I've been studying about k-means clustering, and one thing that's not clear is how you choose the value of k. Is it just a matter of trial and error, or is there more to it?
20 Answers
You can maximize the Bayesian Information Criterion (BIC):
BIC(C | X) = L(X | C) - (p / 2) * log n
where L(X | C)
is the log-likelihood of the dataset X
according to model C
, p
is the number of parameters in the model C
, and n
is the number of points in the dataset.
See "X-means: extending K-means with efficient estimation of the number of clusters" by Dan Pelleg and Andrew Moore in ICML 2000.
Another approach is to start with a large value for k
and keep removing centroids (reducing k) until it no longer reduces the description length. See "MDL principle for robust vector quantisation" by Horst Bischof, Ales Leonardis, and Alexander Selb in Pattern Analysis and Applications vol. 2, p. 59-72, 1999.
Finally, you can start with one cluster, then keep splitting clusters until the points assigned to each cluster have a Gaussian distribution. In "Learning the k in k-means" (NIPS 2003), Greg Hamerly and Charles Elkan show some evidence that this works better than BIC, and that BIC does not penalize the model's complexity strongly enough.

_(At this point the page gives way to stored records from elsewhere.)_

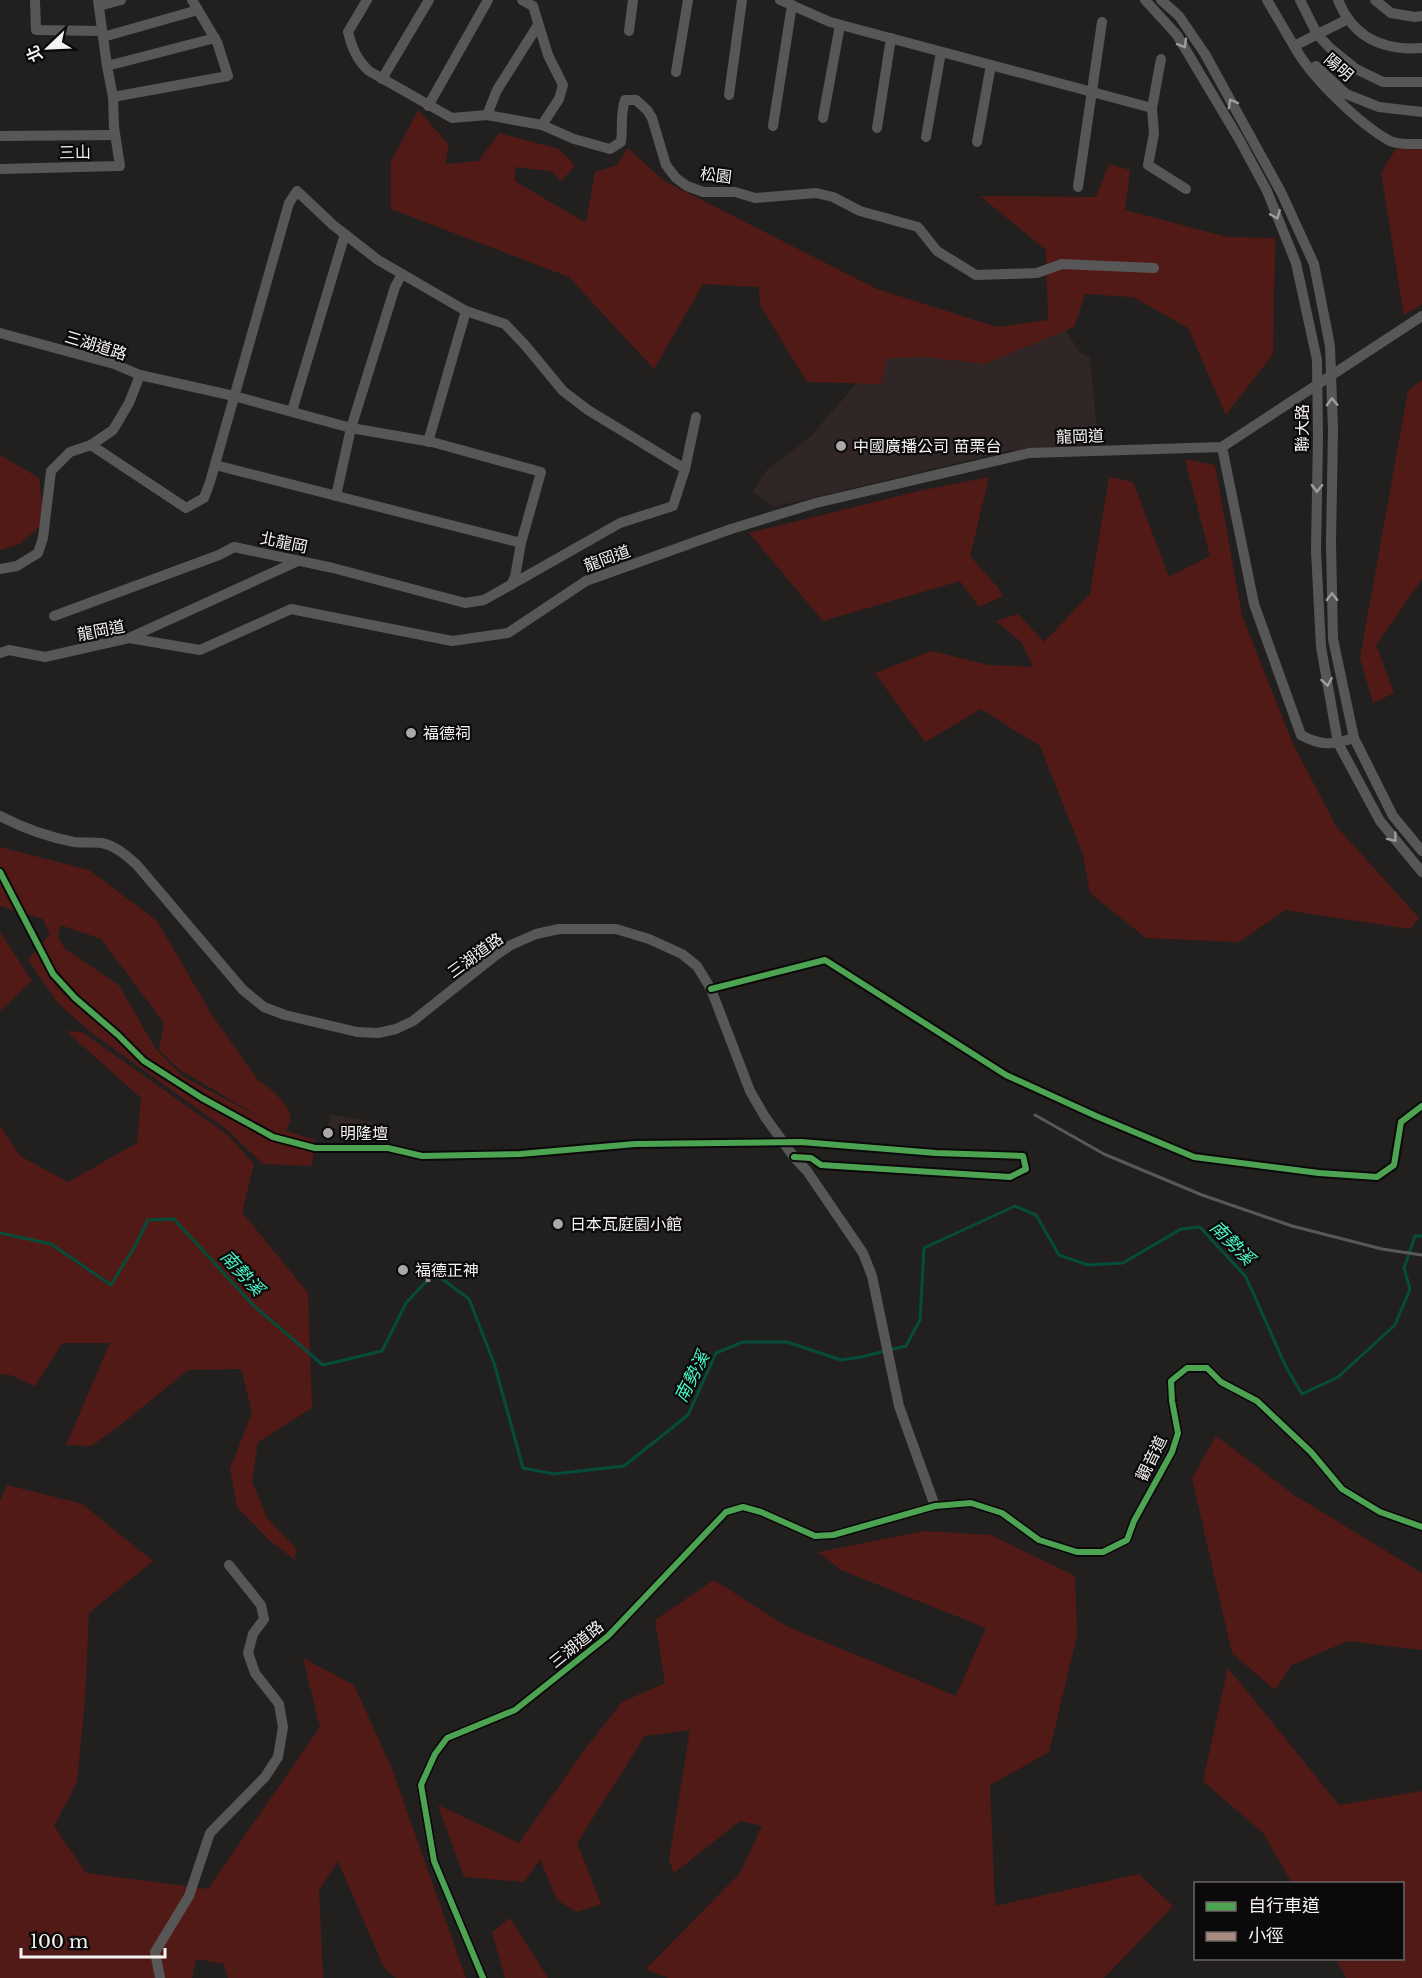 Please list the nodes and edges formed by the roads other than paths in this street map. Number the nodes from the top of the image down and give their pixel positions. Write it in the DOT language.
graph roads {
  1 [pos="35,0"];
  2 [pos="121,0"];
  3 [pos="192,0"];
  4 [pos="367,0"];
  5 [pos="429,0"];
  6 [pos="488,0"];
  7 [pos="522,0"];
  8 [pos="633,0"];
  9 [pos="688,0"];
  10 [pos="742,0"];
  11 [pos="780,0"];
  12 [pos="1145,0"];
  13 [pos="1161,0"];
  14 [pos="1267,0"];
  15 [pos="1300,0"];
  16 [pos="1338,0"];
  17 [pos="1374,0"];
  18 [pos="99,3"];
  19 [pos="792,5"];
  20 [pos="198,10"];
  21 [pos="1422,16"];
  22 [pos="1348,19"];
  23 [pos="1102,22"];
  24 [pos="538,25"];
  25 [pos="840,25"];
  26 [pos="629,31"];
  27 [pos="103,34"];
  28 [pos="1317,34"];
  29 [pos="215,38"];
  30 [pos="891,38"];
  31 [pos="1294,46"];
  32 [pos="1422,48"];
  33 [pos="941,52"];
  34 [pos="1161,59"];
  35 [pos="991,65"];
  36 [pos="106,66"];
  37 [pos="676,72"];
  38 [pos="382,79"];
  39 [pos="1422,81"];
  40 [pos="1091,92"];
  41 [pos="729,95"];
  42 [pos="113,97"];
  43 [pos="429,106"];
  44 [pos="1152,108"];
  45 [pos="1422,112"];
  46 [pos="487,115"];
  47 [pos="823,118"];
  48 [pos="542,125"];
  49 [pos="773,126"];
  50 [pos="876,128"];
  51 [pos="115,135"];
  52 [pos="0,136"];
  53 [pos="1244,136"];
  54 [pos="926,137"];
  55 [pos="977,142"];
  56 [pos="1422,144"];
  57 [pos="0,169"];
  58 [pos="1078,187"];
  59 [pos="1186,189"];
  60 [pos="345,234"];
  61 [pos="1154,268"];
  62 [pos="402,274"];
  63 [pos="466,311"];
  64 [pos="1418,319"];
  65 [pos="0,333"];
  66 [pos="140,375"];
  67 [pos="234,396"];
  68 [pos="292,411"];
  69 [pos="696,417"];
  70 [pos="351,428"];
  71 [pos="428,441"];
  72 [pos="91,445"];
  73 [pos="1222,447"];
  74 [pos="215,465"];
  75 [pos="685,469"];
  76 [pos="336,496"];
  77 [pos="521,543"];
  78 [pos="298,561"];
  79 [pos="0,568"];
  80 [pos="511,585"];
  81 [pos="54,616"];
  82 [pos="129,638"];
  83 [pos="0,653"];
  84 [pos="1354,738"];
  85 [pos="1338,743"];
  86 [pos="0,816"];
  87 [pos="1422,851"];
  88 [pos="1422,872"];
  89 [pos="935,1506"];
  90 [pos="1422,1527"];
  91 [pos="230,1565"];
  92 [pos="159,1978"];
  93 [pos="483,1978"];
  1 -- 27 [label="street"];
  2 -- 18 [label="street, 三山"];
  3 -- 20 [label="street"];
  4 -- 38 [label="street, 松園"];
  5 -- 38 [label="street"];
  6 -- 43 [label="street"];
  7 -- 24 [label="street"];
  8 -- 26 [label="street"];
  9 -- 37 [label="street"];
  10 -- 41 [label="street"];
  11 -- 19 [label="street"];
  12 -- 53 [label="street, 聯大路, one-way"];
  53 -- 13 [label="street, 聯大路, one-way"];
  14 -- 31 [label="street, 陽明"];
  15 -- 28 [label="street, 陽明"];
  16 -- 22 [label="street"];
  17 -- 21 [label="street"];
  18 -- 27 [label="street, 三山"];
  19 -- 25 [label="street"];
  19 -- 49 [label="street"];
  20 -- 27 [label="street"];
  20 -- 29 [label="street"];
  22 -- 28 [label="street"];
  22 -- 32 [label="street"];
  23 -- 40 [label="street"];
  24 -- 46 [label="street"];
  24 -- 48 [label="street"];
  25 -- 30 [label="street"];
  25 -- 47 [label="street"];
  27 -- 36 [label="street, 三山"];
  28 -- 31 [label="street"];
  28 -- 39 [label="street, 陽明"];
  29 -- 36 [label="street"];
  29 -- 42 [label="street"];
  30 -- 33 [label="street"];
  30 -- 50 [label="street"];
  31 -- 45 [label="street, 陽明"];
  31 -- 56 [label="street"];
  33 -- 35 [label="street"];
  33 -- 54 [label="street"];
  34 -- 44 [label="street"];
  35 -- 40 [label="street"];
  35 -- 55 [label="street"];
  36 -- 42 [label="street, 三山"];
  38 -- 43 [label="street, 松園"];
  40 -- 44 [label="street"];
  40 -- 58 [label="street"];
  42 -- 51 [label="street, 三山"];
  43 -- 46 [label="street, 松園"];
  44 -- 59 [label="street"];
  46 -- 48 [label="street, 松園"];
  48 -- 61 [label="street, 松園"];
  51 -- 52 [label="street, 三山"];
  51 -- 57 [label="street, 三山"];
  84 -- 53 [label="street, 聯大路, one-way"];
  53 -- 85 [label="street, 聯大路, one-way"];
  60 -- 62 [label="street"];
  60 -- 67 [label="street"];
  60 -- 68 [label="street"];
  62 -- 63 [label="street"];
  62 -- 70 [label="street"];
  63 -- 71 [label="street"];
  63 -- 75 [label="street"];
  64 -- 73 [label="street, 龍岡道"];
  65 -- 66 [label="street, 三湖道路"];
  66 -- 67 [label="street"];
  66 -- 72 [label="street, 三湖道路"];
  67 -- 68 [label="street"];
  67 -- 74 [label="street"];
  68 -- 70 [label="street"];
  69 -- 75 [label="street, 北龍岡"];
  70 -- 71 [label="street"];
  70 -- 76 [label="street"];
  71 -- 77 [label="street"];
  72 -- 74 [label="street"];
  72 -- 79 [label="street, 三湖道路"];
  73 -- 82 [label="street, 龍岡道"];
  73 -- 85 [label="street"];
  74 -- 76 [label="street"];
  75 -- 80 [label="street, 北龍岡"];
  76 -- 77 [label="street"];
  77 -- 80 [label="street"];
  78 -- 80 [label="street, 北龍岡"];
  78 -- 81 [label="street, 北龍岡"];
  78 -- 82 [label="street"];
  82 -- 83 [label="street, 龍岡道"];
  84 -- 85 [label="street"];
  84 -- 87 [label="street, 聯大路"];
  85 -- 88 [label="street, 聯大路, one-way"];
  86 -- 89 [label="street, 三湖道路"];
  89 -- 90 [label="street, 觀音道"];
  89 -- 93 [label="street, 三湖道路"];
  91 -- 92 [label="street"];
}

Basically, you want to find a balance between two variables: the number of clusters (k) and the average variance of the clusters. You want to minimize the former while also minimizing the latter. Of course, as the number of clusters increases, the average variance decreases (up to the trivial case of k=n and variance=0).
As always in data analysis, there is no one true approach that works better than all others in all cases. In the end, you have to use your own best judgement. For that, it helps to plot the number of clusters against the average variance (which assumes that you have already run the algorithm for several values of k). Then you can use the number of clusters at the knee of the curve.
Yes, you can find the best number of clusters using Elbow method, but I found it troublesome to find the value of clusters from elbow graph using script. You can observe the elbow graph and find the elbow point yourself, but it was lot of work finding it from script.
So another option is to use Silhouette Method to find it. The result from Silhouette completely comply with result from Elbow method in R.
Here`s what I did.
#Dataset for Clustering
n = 150
g = 6
set.seed(g)
d <- data.frame(x = unlist(lapply(1:g, function(i) rnorm(n/g, runif(1)*i^2))),
y = unlist(lapply(1:g, function(i) rnorm(n/g, runif(1)*i^2))))
mydata<-d
#Plot 3X2 plots
attach(mtcars)
par(mfrow=c(3,2))
#Plot the original dataset
plot(mydata$x,mydata$y,main="Original Dataset")
#Scree plot to deterine the number of clusters
wss <- (nrow(mydata)-1)*sum(apply(mydata,2,var))
for (i in 2:15) {
wss[i] <- sum(kmeans(mydata,centers=i)$withinss)
}
plot(1:15, wss, type="b", xlab="Number of Clusters",ylab="Within groups sum of squares")
# Ward Hierarchical Clustering
d <- dist(mydata, method = "euclidean") # distance matrix
fit <- hclust(d, method="ward")
plot(fit) # display dendogram
groups <- cutree(fit, k=5) # cut tree into 5 clusters
# draw dendogram with red borders around the 5 clusters
rect.hclust(fit, k=5, border="red")
#Silhouette analysis for determining the number of clusters
library(fpc)
asw <- numeric(20)
for (k in 2:20)
asw[[k]] <- pam(mydata, k) $ silinfo $ avg.width
k.best <- which.max(asw)
cat("silhouette-optimal number of clusters:", k.best, "\n")
plot(pam(d, k.best))
# K-Means Cluster Analysis
fit <- kmeans(mydata,k.best)
mydata
# get cluster means
aggregate(mydata,by=list(fit$cluster),FUN=mean)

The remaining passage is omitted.